Manche Dinge ändern sich nie, der Frühling gehört dazu. Da kann auch der Klimawandel so schnell nichts daran ändern. Bis auf, vielleicht, dass wir in 20 Jahren oder so bereits im Februar Frühling haben. Dann fallen die Frühlingsgefühle mit der ach so besonderen fünften Jahreszeit zusammen. Das wird dann ein wildes Geficke.
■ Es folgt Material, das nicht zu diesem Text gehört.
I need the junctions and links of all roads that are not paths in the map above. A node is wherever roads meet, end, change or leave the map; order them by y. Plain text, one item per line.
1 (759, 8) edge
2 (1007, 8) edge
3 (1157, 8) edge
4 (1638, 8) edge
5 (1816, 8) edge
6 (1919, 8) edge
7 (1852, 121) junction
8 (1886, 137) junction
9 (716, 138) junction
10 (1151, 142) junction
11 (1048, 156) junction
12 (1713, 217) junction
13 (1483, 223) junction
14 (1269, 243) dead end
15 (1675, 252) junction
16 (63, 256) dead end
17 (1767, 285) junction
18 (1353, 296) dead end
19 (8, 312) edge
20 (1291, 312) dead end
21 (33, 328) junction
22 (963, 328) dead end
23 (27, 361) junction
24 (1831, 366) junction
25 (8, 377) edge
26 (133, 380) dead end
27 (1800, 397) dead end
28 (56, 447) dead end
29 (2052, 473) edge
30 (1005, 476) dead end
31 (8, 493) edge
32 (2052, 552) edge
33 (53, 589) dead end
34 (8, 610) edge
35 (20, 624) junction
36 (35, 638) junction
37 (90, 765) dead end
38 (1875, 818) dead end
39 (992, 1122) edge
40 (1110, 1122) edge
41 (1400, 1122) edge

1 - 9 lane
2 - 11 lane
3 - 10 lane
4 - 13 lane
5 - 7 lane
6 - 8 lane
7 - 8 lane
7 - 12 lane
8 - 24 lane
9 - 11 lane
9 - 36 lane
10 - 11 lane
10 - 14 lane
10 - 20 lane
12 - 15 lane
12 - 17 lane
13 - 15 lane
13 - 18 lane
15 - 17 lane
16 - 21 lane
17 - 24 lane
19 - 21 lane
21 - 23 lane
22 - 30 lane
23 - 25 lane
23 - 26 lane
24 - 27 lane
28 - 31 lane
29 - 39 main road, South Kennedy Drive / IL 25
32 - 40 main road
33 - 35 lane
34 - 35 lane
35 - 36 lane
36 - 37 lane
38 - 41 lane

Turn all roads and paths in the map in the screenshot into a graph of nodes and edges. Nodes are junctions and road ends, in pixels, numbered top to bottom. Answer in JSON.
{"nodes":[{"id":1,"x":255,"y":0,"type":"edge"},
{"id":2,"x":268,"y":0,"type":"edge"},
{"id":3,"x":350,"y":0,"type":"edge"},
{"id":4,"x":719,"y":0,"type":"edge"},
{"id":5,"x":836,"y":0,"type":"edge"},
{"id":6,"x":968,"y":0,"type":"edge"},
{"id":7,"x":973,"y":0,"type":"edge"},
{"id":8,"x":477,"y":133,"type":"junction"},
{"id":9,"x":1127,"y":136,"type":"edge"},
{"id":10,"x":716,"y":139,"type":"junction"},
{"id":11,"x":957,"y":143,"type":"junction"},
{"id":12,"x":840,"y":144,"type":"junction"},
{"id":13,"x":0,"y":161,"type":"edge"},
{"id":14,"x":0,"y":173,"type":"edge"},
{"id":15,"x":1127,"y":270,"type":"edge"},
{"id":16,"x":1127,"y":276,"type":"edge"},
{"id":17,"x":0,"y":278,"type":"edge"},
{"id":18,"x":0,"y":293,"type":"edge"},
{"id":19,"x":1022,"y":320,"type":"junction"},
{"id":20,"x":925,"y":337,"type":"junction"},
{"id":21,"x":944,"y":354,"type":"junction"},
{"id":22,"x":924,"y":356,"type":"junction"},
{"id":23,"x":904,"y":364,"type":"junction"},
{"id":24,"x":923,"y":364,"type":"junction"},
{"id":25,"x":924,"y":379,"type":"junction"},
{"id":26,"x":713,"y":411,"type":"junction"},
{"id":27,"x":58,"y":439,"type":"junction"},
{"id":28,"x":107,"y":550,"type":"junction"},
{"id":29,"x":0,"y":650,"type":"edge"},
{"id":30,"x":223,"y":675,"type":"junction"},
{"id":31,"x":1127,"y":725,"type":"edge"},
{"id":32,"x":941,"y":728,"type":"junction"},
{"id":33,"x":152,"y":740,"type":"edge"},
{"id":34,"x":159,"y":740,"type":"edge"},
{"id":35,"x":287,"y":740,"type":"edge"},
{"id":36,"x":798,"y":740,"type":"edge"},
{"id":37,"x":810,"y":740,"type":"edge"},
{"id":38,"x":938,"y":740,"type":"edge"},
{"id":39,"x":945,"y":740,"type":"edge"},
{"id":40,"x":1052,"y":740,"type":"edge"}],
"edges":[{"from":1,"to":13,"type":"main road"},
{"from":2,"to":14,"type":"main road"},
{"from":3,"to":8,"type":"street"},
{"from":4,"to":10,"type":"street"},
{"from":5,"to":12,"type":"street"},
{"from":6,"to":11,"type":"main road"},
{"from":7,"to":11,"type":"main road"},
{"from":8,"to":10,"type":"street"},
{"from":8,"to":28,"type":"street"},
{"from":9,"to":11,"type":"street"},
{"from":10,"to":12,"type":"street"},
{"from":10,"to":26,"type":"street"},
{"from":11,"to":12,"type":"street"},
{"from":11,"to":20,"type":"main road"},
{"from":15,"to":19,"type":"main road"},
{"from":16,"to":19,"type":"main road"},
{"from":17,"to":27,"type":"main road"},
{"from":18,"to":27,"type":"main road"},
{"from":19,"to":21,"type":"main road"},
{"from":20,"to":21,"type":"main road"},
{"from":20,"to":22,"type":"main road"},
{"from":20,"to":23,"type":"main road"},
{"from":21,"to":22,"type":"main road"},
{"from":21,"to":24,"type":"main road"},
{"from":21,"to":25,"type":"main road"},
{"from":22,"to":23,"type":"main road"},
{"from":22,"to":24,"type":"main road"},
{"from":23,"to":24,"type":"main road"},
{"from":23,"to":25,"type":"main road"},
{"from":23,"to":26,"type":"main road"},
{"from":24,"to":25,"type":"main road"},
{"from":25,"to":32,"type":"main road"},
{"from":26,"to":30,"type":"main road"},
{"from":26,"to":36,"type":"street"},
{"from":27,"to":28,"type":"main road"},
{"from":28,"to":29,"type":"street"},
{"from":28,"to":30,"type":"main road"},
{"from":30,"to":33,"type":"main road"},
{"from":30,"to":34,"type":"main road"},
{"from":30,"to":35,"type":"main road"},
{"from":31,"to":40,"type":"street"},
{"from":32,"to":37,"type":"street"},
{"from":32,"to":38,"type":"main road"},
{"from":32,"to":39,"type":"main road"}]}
Apropos wildes Geficke: In der Politik geht es ja auch wieder drunter und drüber. Versagen auf voller Linie hat sich in der Vergangenheit stets bewährt, da knüpft die CDU, konservativ wie sie ist, natürlich an. Die politische Lage ist wie ein schwerer Unfall, da möchte ich nicht zu den Schaulustigen gehören und kucke weg. Das ist zwar keine Lösung, aber auch kein Problem. Ich verpasse ja nix, ich höre mir den ganzen Quatsch von meinen Mitmenschen an. Die klagen darüber, wie kacke doch alles ist mit der Politik und so und dass sie kotzen könnten. Ich denke: „Dann kotz doch.“ Aber das machen sie nie. Das Verhalten, laut rum zu weinen aber nichts ändern zu wollen ist leider Gottes weit verbreitet, viele Menschen sind so. Der Deutsche an sich ist gerne unzufrieden, erst dann geht es ihm gut. Ich selbst nehme mich da nicht raus, ich rege mich ständig über irgendetwas auf, woran ich ohnehin nichts ändern kann. In erster Linie Menschen, aber auch das Wetter oder, wenn mir nichts Besseres einfällt, die Schwerkraft. Ich gebe zu, ich würde gerne fliegen können. Aber ich bin kein Vogel, wenn auch ein komischer Kauz. Ich bin auch keine Pflanze, sonst könnte ich Metamorphose. So aber klicke ich mich jeden Abend bei Lieferando rein und bestelle schlechtes Essen für viel Geld. Ich bin einfach zu faul, regelmäßig einkaufen zu gehen und mir etwas zu kochen. Deshalb weine ich laut rum, will aber auch nichts daran ändern. Ihr merkt schon, wohin das führt. Nirgendwohin. So eine Scheiße.
Ich rege mich auf, das tue ich wirklich. Das finde ich schlimm. Ich rege mich darüber auf, dass ich mich aufrege. Ich schreibe aufgeregt Texte, in denen ich mich übel über alles beschwere, danach nehme ich den Zettel und zerreiße ihn in einem Anflug von Wahnsinn. Das ist nicht gut für meine Nerven, sagt der Arzt. Ich soll auf meinen Blutdruck achten. Jetzt habe ich ein Gerät zu Hause, mit dem ich regelmäßig meinen Blutdruck messe. Der ist fast immer zu hoch, dann rege ich mich auf, das macht es noch schlimmer. Ich glaube, ich gehe mit dem Gerät zu meinem Arzt, der soll sich das sonstwohin stecken. Scheiß Arzt.
Vielleicht schreibe ich einen Text über all die Dinge, die mich aufregen. Den Text kann ich dann am offenen Fenster in die Welt schreien. Voller Inbrunst. Voller Hass. Am besten voll. Gute Idee.
Freilich, ich könnte mich auch edel am Schenkel berühren.